*Problem requirements*.
Keep every word of the listing and reproduce it exactly, but set aside any image found there.

*Source material*.

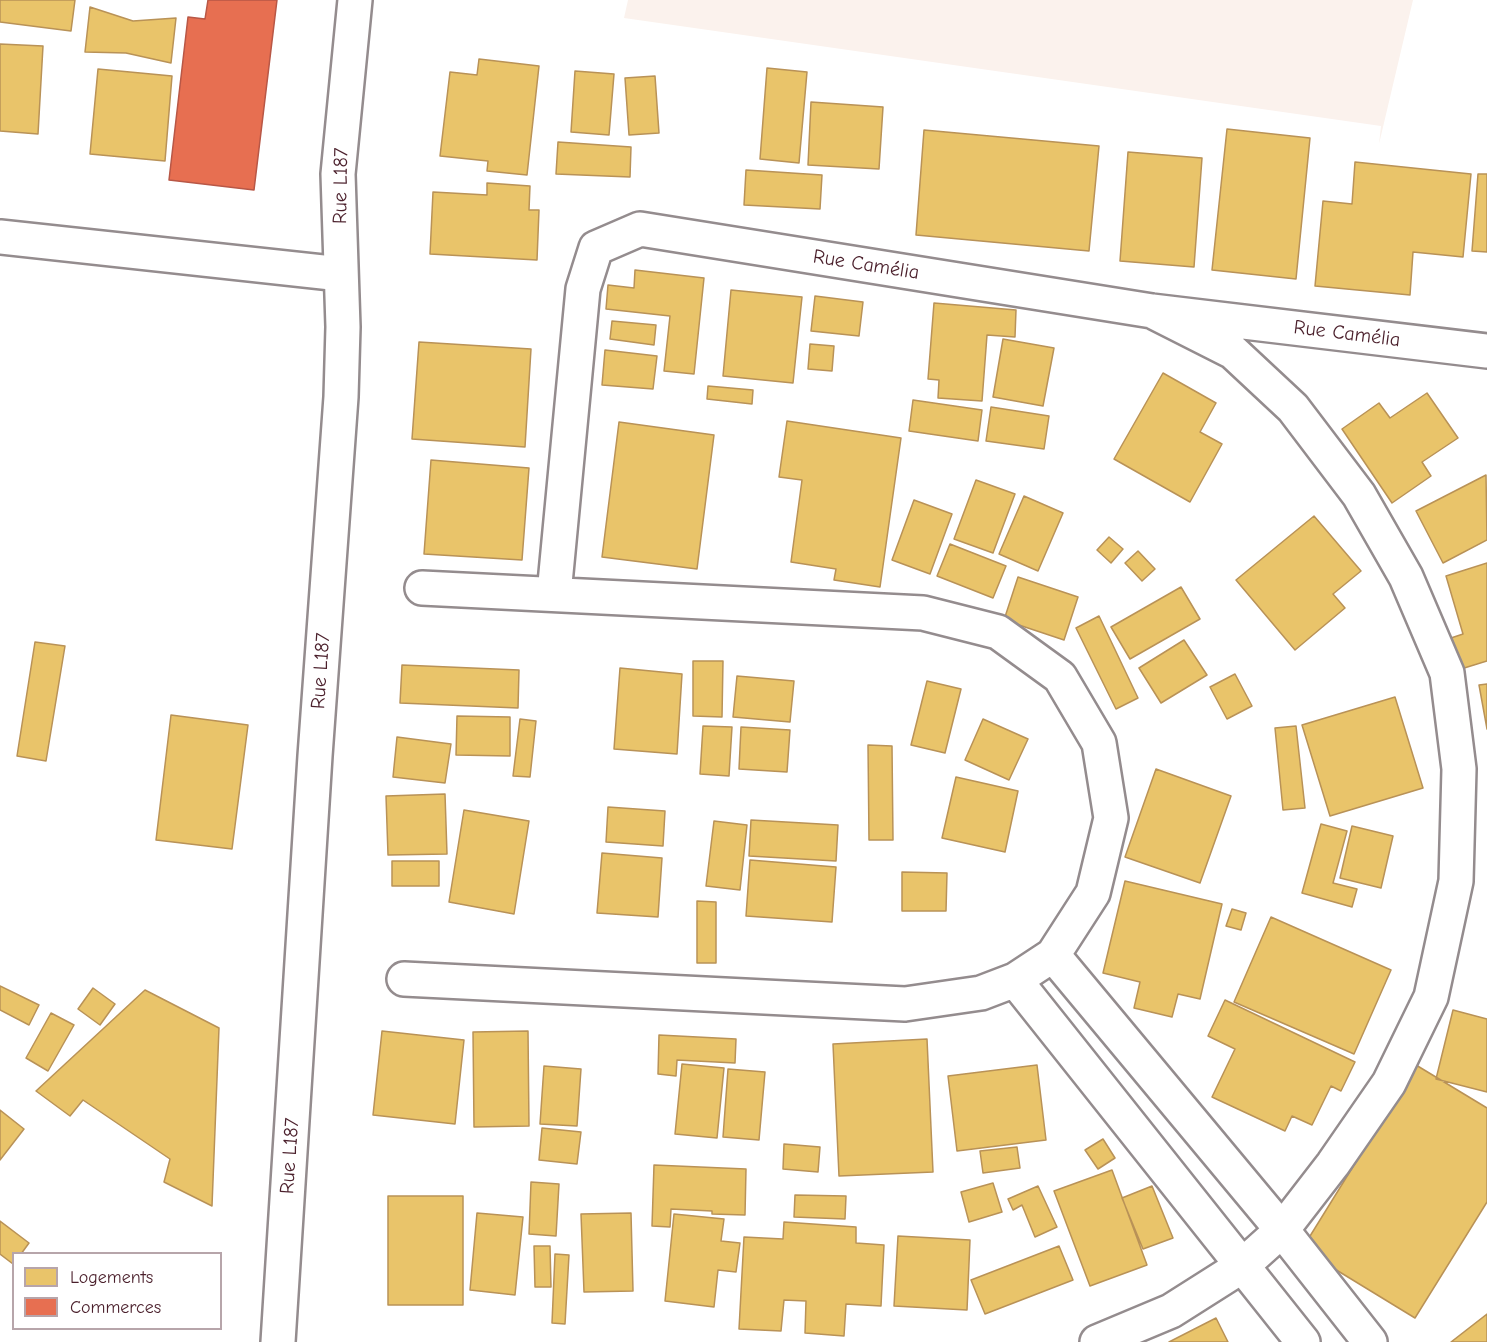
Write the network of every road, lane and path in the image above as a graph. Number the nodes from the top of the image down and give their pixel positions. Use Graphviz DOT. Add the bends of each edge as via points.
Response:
graph roads {
  1 [pos="355,0"];
  2 [pos="0,237"];
  3 [pos="341,274"];
  4 [pos="1152,311"];
  5 [pos="1487,351"];
  6 [pos="422,588"];
  7 [pos="554,594"];
  8 [pos="1053,955"];
  9 [pos="404,979"];
  10 [pos="1015,980"];
  11 [pos="1282,1230"];
  12 [pos="1242,1266"];
  13 [pos="278,1342"];
  14 [pos="1097,1342"];
  15 [pos="1303,1342"];
  16 [pos="1370,1342"];
  1 -- 3 [label="street, Rue L187" via="338,174"];
  2 -- 3 [label="street"];
  3 -- 13 [label="street, Rue L187" via="341,397"];
  4 -- 5 [label="street, Rue Camélia"];
  4 -- 7 [label="street, Rue Camélia" via="640,229 596,248 583,289"];
  4 -- 11 [label="street" via="1233,352 1293,408 1359,495 1406,577 1447,673 1459,769 1456,881 1431,996 1389,1083"];
  6 -- 7 [label="street"];
  7 -- 8 [label="street" via="923,613 998,632 1060,677 1100,743 1111,818 1093,893"];
  8 -- 10 [label="street"];
  8 -- 11 [label="street"];
  9 -- 10 [label="street" via="905,1004 981,993"];
  10 -- 12 [label="street"];
  11 -- 12 [label="street"];
  11 -- 16 [label="street"];
  12 -- 14 [label="street" via="1171,1311"];
  12 -- 15 [label="street"];
}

*Response area*.
Write the network of every road, lane and path in the image above as a graph. Number the nodes from the top of the image down and give their pixel positions. Use Graphviz DOT. Add the bends of each edge as via points.
Response:
graph roads {
  1 [pos="355,0"];
  2 [pos="0,237"];
  3 [pos="341,274"];
  4 [pos="1152,311"];
  5 [pos="1487,351"];
  6 [pos="422,588"];
  7 [pos="554,594"];
  8 [pos="1053,955"];
  9 [pos="404,979"];
  10 [pos="1015,980"];
  11 [pos="1282,1230"];
  12 [pos="1242,1266"];
  13 [pos="278,1342"];
  14 [pos="1097,1342"];
  15 [pos="1303,1342"];
  16 [pos="1370,1342"];
  1 -- 3 [label="street, Rue L187" via="338,174"];
  2 -- 3 [label="street"];
  3 -- 13 [label="street, Rue L187" via="341,397"];
  4 -- 5 [label="street, Rue Camélia"];
  4 -- 7 [label="street, Rue Camélia" via="640,229 596,248 583,289"];
  4 -- 11 [label="street" via="1233,352 1293,408 1359,495 1406,577 1447,673 1459,769 1456,881 1431,996 1389,1083"];
  6 -- 7 [label="street"];
  7 -- 8 [label="street" via="923,613 998,632 1060,677 1100,743 1111,818 1093,893"];
  8 -- 10 [label="street"];
  8 -- 11 [label="street"];
  9 -- 10 [label="street" via="905,1004 981,993"];
  10 -- 12 [label="street"];
  11 -- 12 [label="street"];
  11 -- 16 [label="street"];
  12 -- 14 [label="street" via="1171,1311"];
  12 -- 15 [label="street"];
}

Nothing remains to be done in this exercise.